Deduplicate
SQL Gem
Removes rows with duplicate values of specified columns.
Parameters
Parameter | Description | Required |
---|---|---|
Source | Input source | True |
Row to keep | - Distinct Rows : Keeps all distinct rows. This is equivalent to performing a select distinct operation - Unique Only : Keeps rows that don't have duplicates - First : Keeps first occurrence of the duplicate row - Last : Keeps last occurrence of the duplicate row Default is Distinct Rows | True |
Deduplicate On Columns | Columns to consider while removing duplicate rows (not required for Distinct Rows ) | True |
Row to keep options
As mentioned in the previous parameters, there are four Row to keep options that you can use in your deduplicate Gem.
In the Code view, you can see that the Deduplicate Gem contains SELECT DISTINCT *
when using the Distinct Rows
option.
Example
Suppose you're deduplicating the following table.

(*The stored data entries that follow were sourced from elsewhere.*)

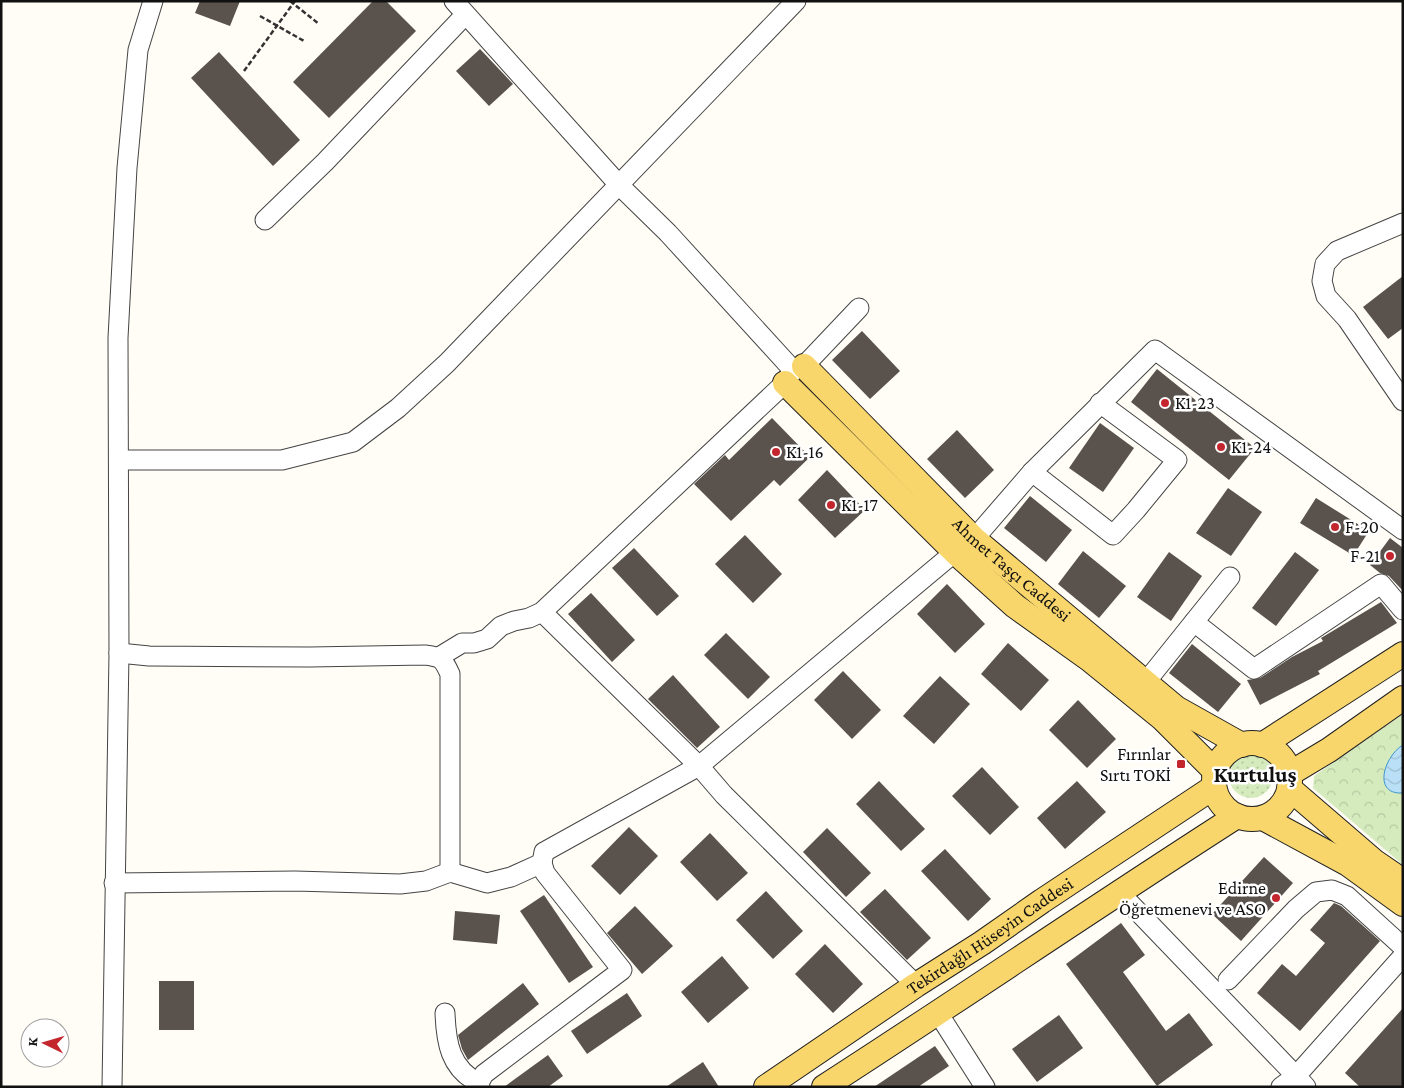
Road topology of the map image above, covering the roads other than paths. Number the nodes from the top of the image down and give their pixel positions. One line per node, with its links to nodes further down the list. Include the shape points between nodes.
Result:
1 (153, 1): 11 (street, via 138,50 127,168 118,338)
2 (796, 1): 4 (street)
3 (459, 8): 4 (street); 5 (street, via 325,162)
4 (620, 186): 8 (street, via 668,233); 11 (street, via 447,363 398,408 353,442 282,460)
5 (265, 220)
6 (1403, 223): 9 (street, via 1337,251 1325,264 1322,281 1326,296 1347,319)
7 (859, 308): 8 (street)
8 (794, 373): 14 (main road, Ahmet Taşçı Caddesi); 15 (main road, Ahmet Taşçı Caddesi); 18 (street)
9 (1403, 401)
10 (1100, 403): 12 (street); 12 (street, via 1177,460 1113,535); 13 (street, via 1154,350)
11 (119, 460): 20 (street)
12 (1032, 472): 14 (street)
13 (1403, 530)
14 (974, 539): 15 (street); 23 (main road, Ahmet Taşçı Caddesi)
15 (955, 552): 26 (street); 27 (main road, Ahmet Taşçı Caddesi, via 1015,606 1089,659 1163,719)
16 (1230, 578): 19 (street)
17 (1403, 610): 19 (street, via 1380,584 1254,668)
18 (542, 612): 22 (street, via 501,626 487,639 462,643); 26 (street)
19 (1194, 622): 23 (street)
20 (118, 653): 22 (street, via 150,656); 34 (street)
21 (1403, 654): 25 (main road)
22 (439, 657): 32 (street, via 450,674)
23 (1145, 683): 25 (main road, Ahmet Taşçı Caddesi, via 1176,708)
24 (1403, 698): 28 (main road)
25 (1252, 745): 27 (main road, via 1230,750 1221,759); 28 (main road, via 1272,749 1280,756)
26 (699, 766): 31 (street, via 544,852); 40 (street, via 724,795)
27 (1215, 779): 29 (main road, via 1218,799 1226,810); 40 (main road, Tekirdağlı Hüseyin Caddesi, via 982,943)
28 (1289, 781): 30 (main road, via 1286,798); 33 (main road, via 1375,862)
29 (1237, 816): 30 (main road); 35 (main road)
30 (1263, 818): 36 (main road, via 1348,864)
31 (542, 863): 32 (street, via 511,877 487,883); 44 (street, via 545,873 622,970 484,1074)
32 (450, 872): 34 (street, via 426,882 400,884 295,881)
33 (1403, 881)
34 (114, 883): 45 (street)
35 (1119, 892): 42 (main road); 43 (street)
36 (1403, 904)
37 (1403, 947): 39 (street, via 1347,896 1332,890 1316,892)
38 (1403, 956): 43 (street)
39 (1228, 980)
40 (916, 985): 46 (main road, Tekirdağlı Hüseyin Caddesi)
41 (445, 1013): 44 (street, via 446,1039 453,1058 466,1077)
42 (938, 1013): 47 (main road); 48 (street)
43 (1294, 1083)
44 (479, 1085)
45 (112, 1087)
46 (766, 1087)
47 (824, 1087)
48 (985, 1087)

First_Name | Last_Name | Type | Contact |
---|---|---|---|
John | Doe | phone | 123-456-7890 |
John | Doe | phone | 123-456-7890 |
John | Doe | phone | 123-456-7890 |
Alice | Johnson | phone | 246-135-0987 |
Alice | Johnson | phone | 246-135-0987 |
Alice | Johnson | alice@johnson.com | |
Alice | Johnson | alice@johnson.com | |
Bob | Smith | bob@smith.com |
For Distinct Rows
, the interim data will show the following:
First_Name | Last_Name | Type | Contact |
---|---|---|---|
John | Doe | phone | 123-456-7890 |
Alice | Johnson | phone | 246-135-0987 |
Alice | Johnson | alice@johnson.com | |
Bob | Smith | bob@smith.com |
The First
and Last
options work similarly to Distinct Rows
, but they keep the first and last occurrence of the duplicate rows respectively.
For Unique Only
, the interim data will look like the following:
First_Name | Last_Name | Type | Contact |
---|---|---|---|
Bob | Smith | bob@smith.com |
You'll be left with only one unique row since the rest were all duplicates.
You can add First_Name
and Last_Name
to Deduplicate On Columns if you want to further deduplicate the table.
For Distinct Rows
, the interim data will show the following:
First_Name | Last_Name |
---|---|
John | Doe |
Alice | Johnson |
Bob | Smith |
For First
, Last
, and Unique Only
, the interim data will contain all columns, irrespective of the columns that were added.
For First
and Last
, the interim data will look like the following:
First_Name | Last_Name | Type | Contact |
---|---|---|---|
John | Doe | phone | 123-456-7890 |
Alice | Johnson | phone | 246-135-0987 |
Alice | Johnson | alice@johnson.com | |
Bob | Smith | bob@smith.com |
For Unique Only
, the interim data will look like the following:
First_Name | Last_Name | Type | Contact |
---|---|---|---|
Bob | Smith | bob@smith.com |